▸ Prompt:
For this exercise, please find the lines in the entries that include the word "graph" and copy them.
BEGIN
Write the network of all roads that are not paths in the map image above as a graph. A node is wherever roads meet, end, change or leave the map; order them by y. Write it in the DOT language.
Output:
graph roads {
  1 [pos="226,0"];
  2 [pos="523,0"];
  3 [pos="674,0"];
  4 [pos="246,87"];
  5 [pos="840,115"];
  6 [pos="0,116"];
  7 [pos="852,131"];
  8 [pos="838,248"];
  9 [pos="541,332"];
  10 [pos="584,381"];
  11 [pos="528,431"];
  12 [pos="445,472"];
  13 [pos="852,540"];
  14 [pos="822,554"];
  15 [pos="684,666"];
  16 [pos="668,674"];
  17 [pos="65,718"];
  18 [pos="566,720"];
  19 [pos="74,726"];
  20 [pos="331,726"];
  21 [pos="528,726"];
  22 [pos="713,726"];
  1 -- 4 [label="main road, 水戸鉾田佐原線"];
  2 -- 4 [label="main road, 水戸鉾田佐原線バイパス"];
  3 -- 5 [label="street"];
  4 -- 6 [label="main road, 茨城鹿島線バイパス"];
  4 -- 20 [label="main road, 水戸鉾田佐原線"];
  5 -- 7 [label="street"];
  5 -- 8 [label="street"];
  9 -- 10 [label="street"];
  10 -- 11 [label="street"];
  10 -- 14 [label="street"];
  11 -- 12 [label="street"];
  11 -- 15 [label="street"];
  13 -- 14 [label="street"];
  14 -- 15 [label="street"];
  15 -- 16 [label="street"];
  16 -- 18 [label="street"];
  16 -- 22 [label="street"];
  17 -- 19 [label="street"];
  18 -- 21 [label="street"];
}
END
▸ Response for this exercise:
Write the network of all roads that are not paths in the map image above as a graph. A node is wherever roads meet, end, change or leave the map; order them by y. Write it in the DOT language.
graph roads {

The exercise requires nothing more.